What lines in this listing contain the string "from"? Report each one by copying it.
►
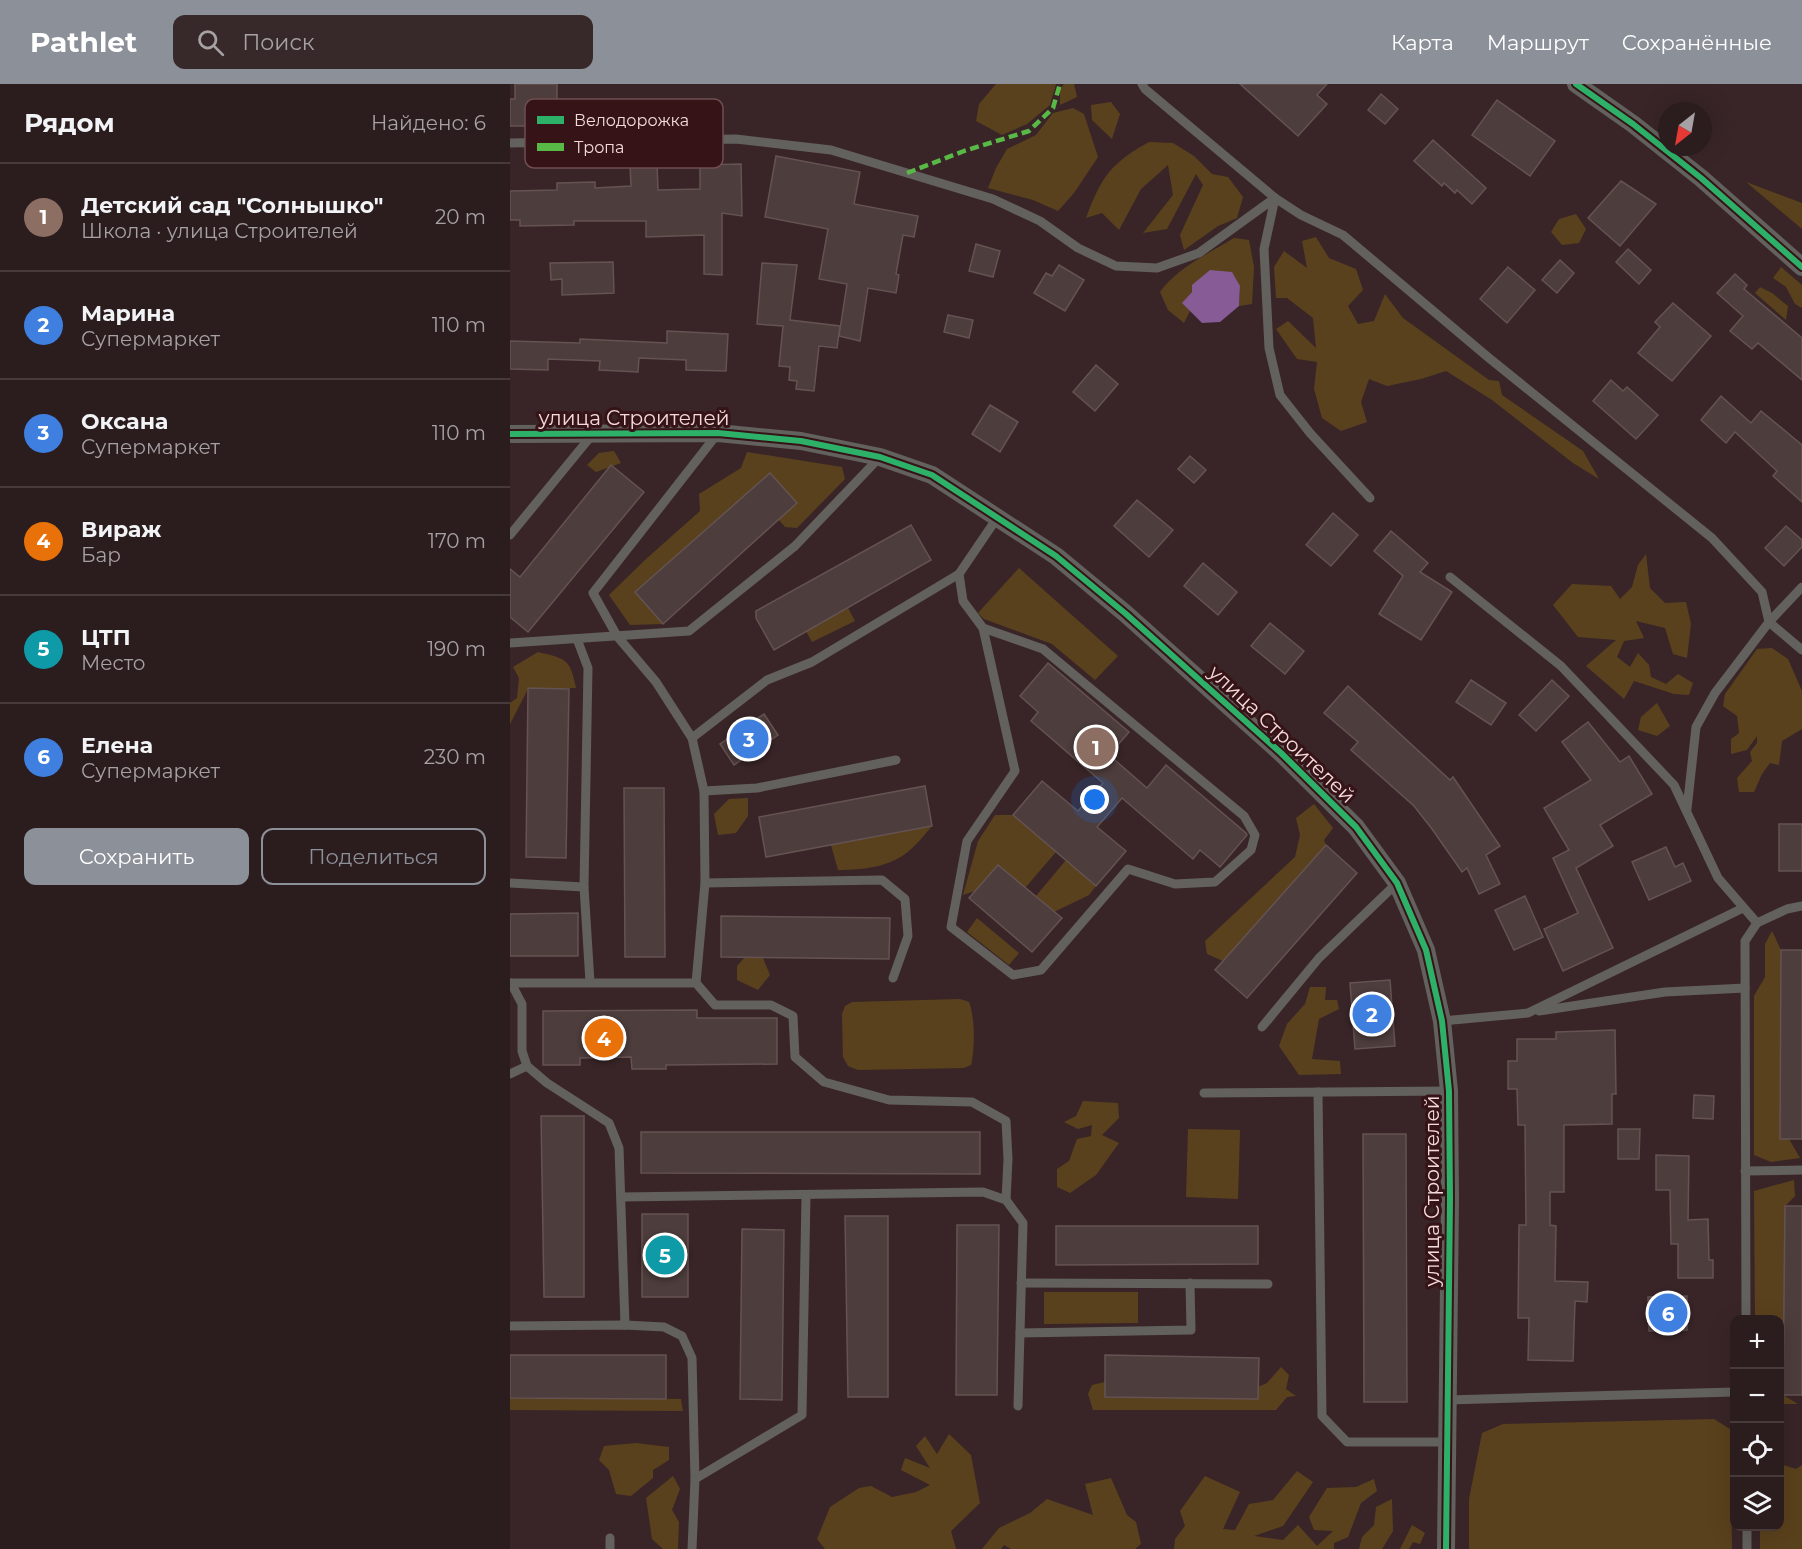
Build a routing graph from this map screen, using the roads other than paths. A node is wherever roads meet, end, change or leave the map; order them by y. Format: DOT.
graph roads {
  1 [pos="1142,84"];
  2 [pos="1576,84"];
  3 [pos="723,139"];
  4 [pos="510,142"];
  5 [pos="525,142"];
  6 [pos="1275,198"];
  7 [pos="1802,267"];
  8 [pos="718,433"];
  9 [pos="510,434"];
  10 [pos="592,435"];
  11 [pos="880,457"];
  12 [pos="1371,498"];
  13 [pos="997,518"];
  14 [pos="510,535"];
  15 [pos="959,574"];
  16 [pos="1450,578"];
  17 [pos="1802,587"];
  18 [pos="1769,622"];
  19 [pos="983,628"];
  20 [pos="617,636"];
  21 [pos="577,639"];
  22 [pos="510,643"];
  23 [pos="1802,650"];
  24 [pos="692,738"];
  25 [pos="896,760"];
  26 [pos="704,791"];
  27 [pos="1687,811"];
  28 [pos="1397,882"];
  29 [pos="510,883"];
  30 [pos="705,883"];
  31 [pos="584,887"];
  32 [pos="1802,906"];
  33 [pos="1743,908"];
  34 [pos="1757,923"];
  35 [pos="893,978"];
  36 [pos="590,981"];
  37 [pos="511,983"];
  38 [pos="696,983"];
  39 [pos="1745,988"];
  40 [pos="1528,1013"];
  41 [pos="1442,1021"];
  42 [pos="1262,1028"];
  43 [pos="527,1066"];
  44 [pos="510,1074"];
  45 [pos="1449,1091"];
  46 [pos="1318,1092"];
  47 [pos="1204,1093"];
  48 [pos="1802,1170"];
  49 [pos="1745,1171"];
  50 [pos="806,1196"];
  51 [pos="621,1197"];
  52 [pos="1006,1200"];
  53 [pos="1021,1283"];
  54 [pos="1190,1283"];
  55 [pos="1268,1284"];
  56 [pos="1746,1315"];
  57 [pos="625,1325"];
  58 [pos="510,1326"];
  59 [pos="1020,1333"];
  60 [pos="1730,1392"];
  61 [pos="1447,1400"];
  62 [pos="1018,1406"];
  63 [pos="1447,1442"];
  64 [pos="695,1479"];
  65 [pos="1747,1531"];
  66 [pos="610,1538"];
  67 [pos="610,1549"];
  68 [pos="692,1549"];
  69 [pos="1446,1549"];
  70 [pos="1747,1549"];
  1 -- 6 [label="lane"];
  2 -- 7 [label="street"];
  3 -- 6 [label="lane"];
  4 -- 5 [label="lane"];
  6 -- 12 [label="lane"];
  6 -- 18 [label="lane"];
  8 -- 10 [label="street, улица Строителей"];
  8 -- 11 [label="street, улица Строителей"];
  8 -- 20 [label="lane"];
  9 -- 10 [label="street, улица Строителей"];
  10 -- 14 [label="lane"];
  11 -- 13 [label="street, улица Строителей"];
  11 -- 20 [label="lane"];
  13 -- 15 [label="lane"];
  13 -- 28 [label="street, улица Строителей"];
  15 -- 19 [label="lane"];
  15 -- 24 [label="lane"];
  16 -- 27 [label="lane"];
  17 -- 18 [label="lane"];
  18 -- 23 [label="lane"];
  18 -- 27 [label="lane"];
  19 -- 19 [label="lane"];
  20 -- 21 [label="lane"];
  20 -- 24 [label="lane"];
  21 -- 22 [label="lane"];
  21 -- 31 [label="lane"];
  24 -- 26 [label="lane"];
  25 -- 26 [label="lane"];
  26 -- 30 [label="lane"];
  27 -- 33 [label="lane"];
  28 -- 41 [label="street, улица Строителей"];
  28 -- 42 [label="lane"];
  29 -- 31 [label="lane"];
  30 -- 35 [label="lane"];
  30 -- 38 [label="lane"];
  31 -- 36 [label="lane"];
  32 -- 34 [label="lane"];
  33 -- 34 [label="lane"];
  33 -- 40 [label="lane"];
  34 -- 39 [label="lane"];
  36 -- 37 [label="lane"];
  36 -- 38 [label="lane"];
  37 -- 43 [label="lane"];
  38 -- 52 [label="lane"];
  39 -- 40 [label="lane"];
  39 -- 49 [label="lane"];
  40 -- 41 [label="lane"];
  41 -- 45 [label="street, улица Строителей"];
  43 -- 44 [label="lane"];
  43 -- 51 [label="lane"];
  45 -- 46 [label="lane"];
  45 -- 61 [label="street, улица Строителей"];
  46 -- 47 [label="lane"];
  46 -- 63 [label="lane"];
  48 -- 49 [label="lane"];
  49 -- 56 [label="lane"];
  50 -- 51 [label="lane"];
  50 -- 52 [label="lane"];
  50 -- 64 [label="lane"];
  51 -- 57 [label="lane"];
  52 -- 53 [label="lane"];
  53 -- 54 [label="lane"];
  53 -- 59 [label="lane"];
  54 -- 55 [label="lane"];
  54 -- 59 [label="lane"];
  57 -- 58 [label="lane"];
  57 -- 64 [label="lane"];
  59 -- 62 [label="lane"];
  60 -- 61 [label="lane"];
  61 -- 63 [label="street, улица Строителей"];
  63 -- 69 [label="street, улица Строителей"];
  64 -- 68 [label="lane"];
  65 -- 70 [label="lane"];
  66 -- 67 [label="lane"];
}
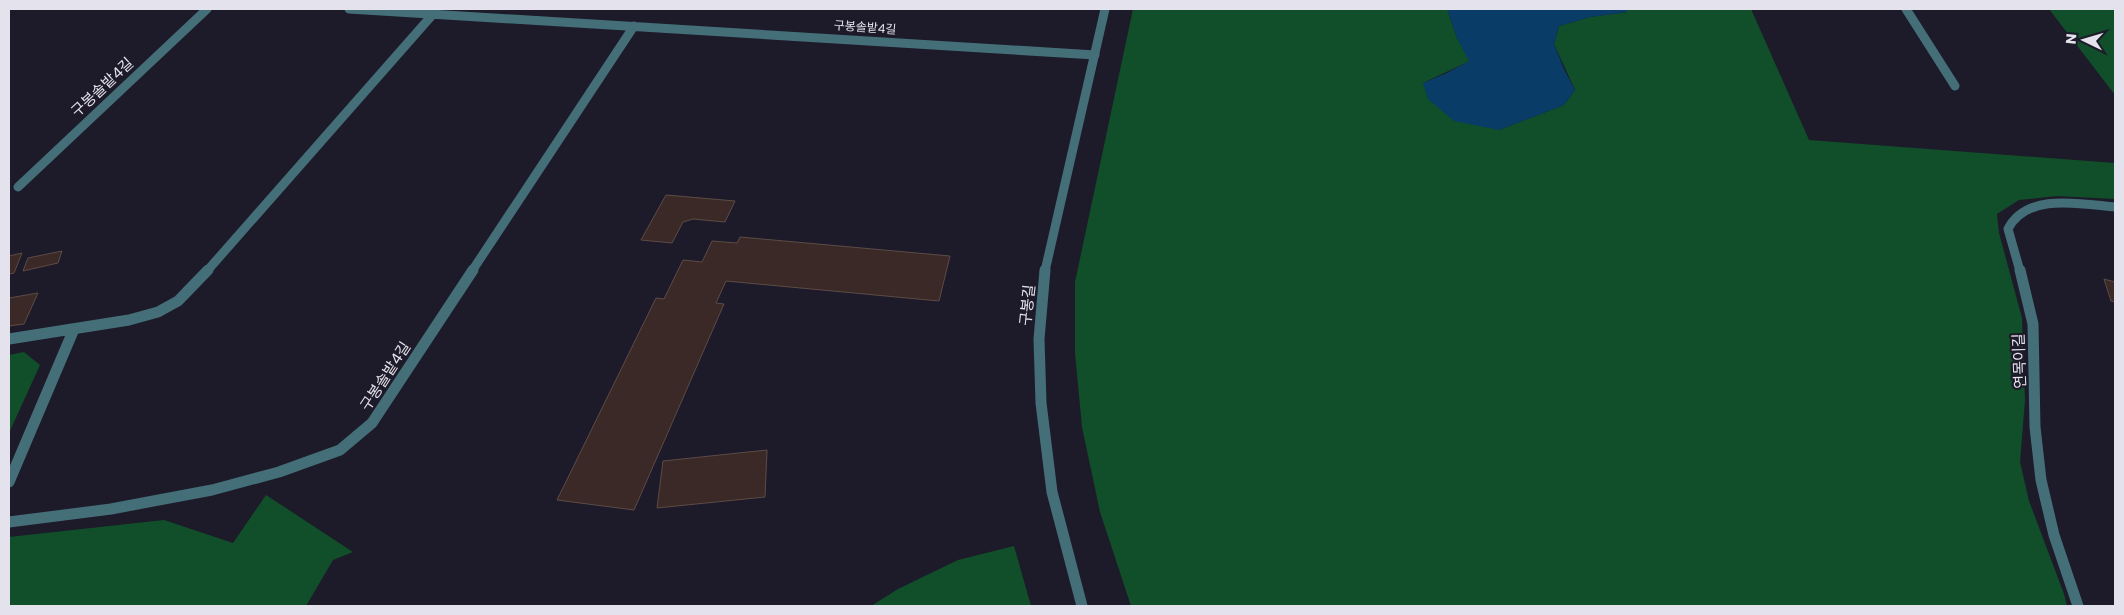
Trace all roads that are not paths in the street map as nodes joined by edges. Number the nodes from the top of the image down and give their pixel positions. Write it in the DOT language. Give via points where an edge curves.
graph roads {
  1 [pos="206,9"];
  2 [pos="349,9"];
  3 [pos="1105,9"];
  4 [pos="1906,9"];
  5 [pos="434,13"];
  6 [pos="634,26"];
  7 [pos="1095,55"];
  8 [pos="1955,86"];
  9 [pos="18,187"];
  10 [pos="2115,207"];
  11 [pos="74,328"];
  12 [pos="9,339"];
  13 [pos="9,482"];
  14 [pos="9,522"];
  15 [pos="1082,606"];
  16 [pos="2078,606"];
  1 -- 9 [label="street, 구봉솔밭4길"];
  2 -- 5 [label="street, 구봉솔밭4길"];
  3 -- 7 [label="street, 구봉길"];
  4 -- 8 [label="street"];
  5 -- 6 [label="street, 구봉솔밭4길"];
  5 -- 11 [label="street" via="178,301 158,312 129,320"];
  6 -- 7 [label="street, 구봉솔밭4길"];
  6 -- 14 [label="street, 구봉솔밭4길" via="372,423 356,438 321,458 235,486"];
  7 -- 15 [label="street, 구봉길" via="1046,262 1039,339 1041,403 1052,492"];
  10 -- 16 [label="street, 연목이길" via="2057,204 2028,208 2016,216 2008,229 2033,324 2037,459 2045,504"];
  11 -- 12 [label="street"];
  11 -- 13 [label="street"];
}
◄
[Answer section]
Build a routing graph from this map screen, using the roads other than paths. A node is wherever roads meet, end, change or leave the map; order them by y. Format: DOT.
Trace all roads that are not paths in the street map as nodes joined by edges. Number the nodes from the top of the image down and give their pixel positions. Write it in the DOT language. Give via points where an edge curves.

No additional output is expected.